Based on Unbalanced factor of KMeans?, I am trying to compute the Unbalanced Factor, but I fail.
Every element of the RDD r2_10
is a pair, where the key is cluster and the value is a tuple of points. All these are IDs. Below I present what happens:
In [1]: r2_10.collect()
Out[1]:
[(0, ('438728517', '28138008')),
(13824, ('4647699097', '6553505321')),
(9216, ('2575712582', '1776542427')),
(1, ('8133836578', '4073591194')),
(9217, ('3112663913', '59443972', '8715330944', '56063461')),
(4609, ('6812455719',)),
(13825, ('5245073744', '3361024394')),
(4610, ('324470279',)),
(2, ('2412402108',)),
(3, ('4766885931', '3800674818', '4673186647', '350804823', '73118846'))]

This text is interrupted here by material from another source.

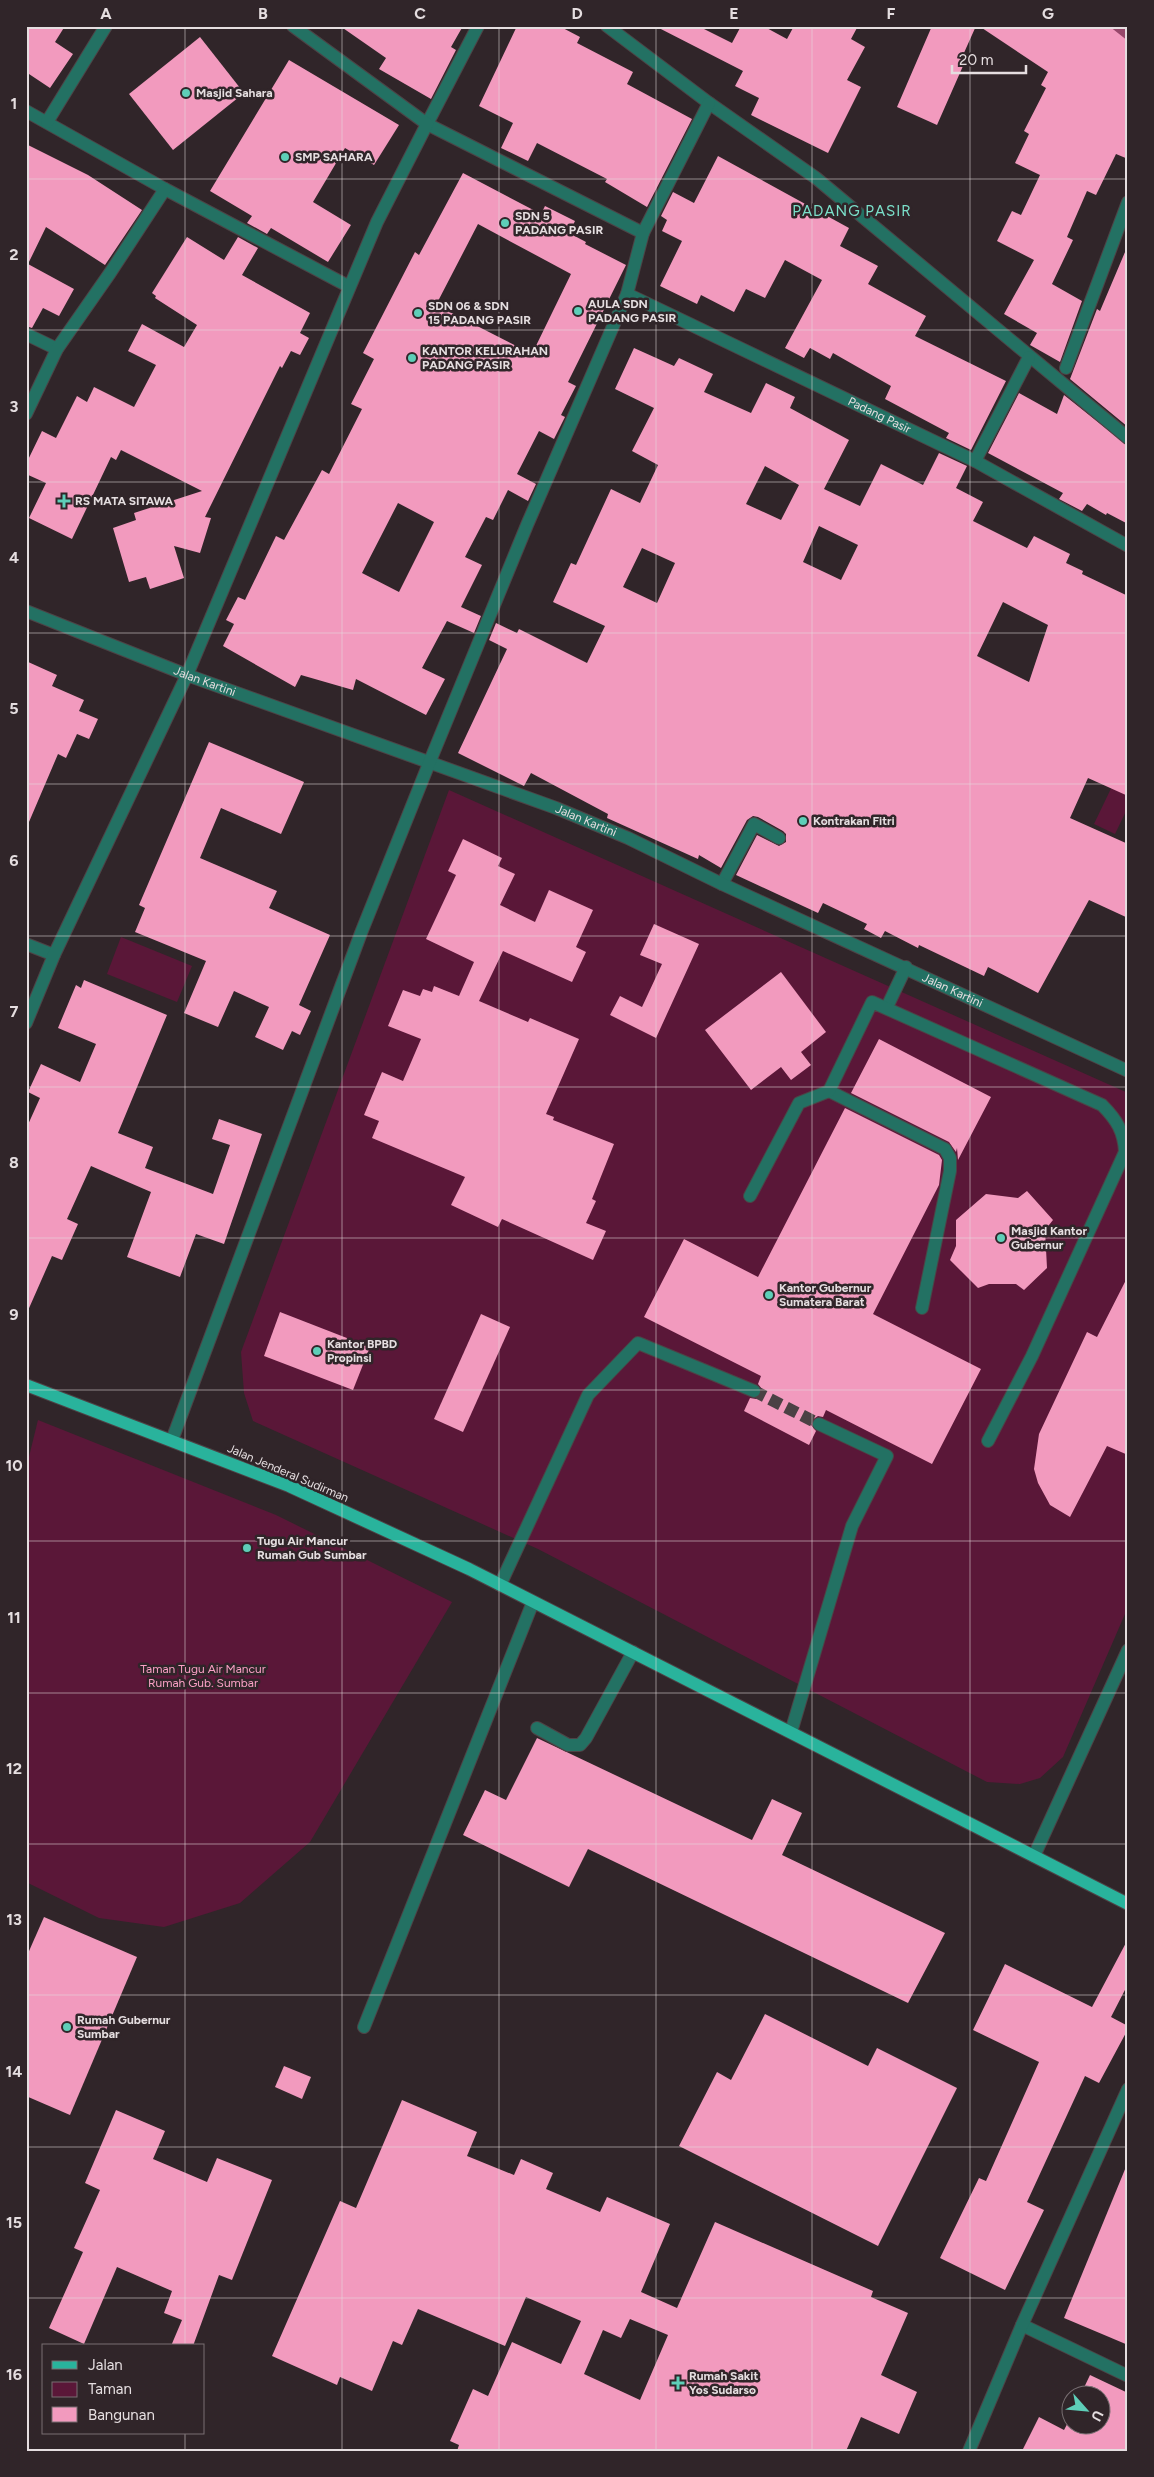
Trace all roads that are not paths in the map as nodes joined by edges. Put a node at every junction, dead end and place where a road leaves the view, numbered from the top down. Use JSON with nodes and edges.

In [2]: pdd = r2_10.map(lambda x: (x[0], 1)).reduceByKey(lambda a, b: a + b)
In [3]: pdd.collect()
Out[3]:
[(13824, 1),
(9216, 1),
(0, 1),
(13825, 1),
(1, 1),
(4609, 1),
(9217, 1),
(2, 1),
(4610, 1),
(3, 1)]
In [4]: n = pdd.count()
In [5]: n
Out[5]: 10
In [6]: total = pdd.map(lambda x: x[1]).sum()
In [7]: total
Out[7]: 10
and total
is supposed to have the total number of points. However, it's 10...The goal is to be 22!
What am I missing here?
The problem is because you missed to count the number of points grouped in each cluster, thus you have to change how
pdd
was created.However, You could obtain the same result in a single pass (without computing
pdd
), by mapping the values of theRDD
and then reducing by usingsum
.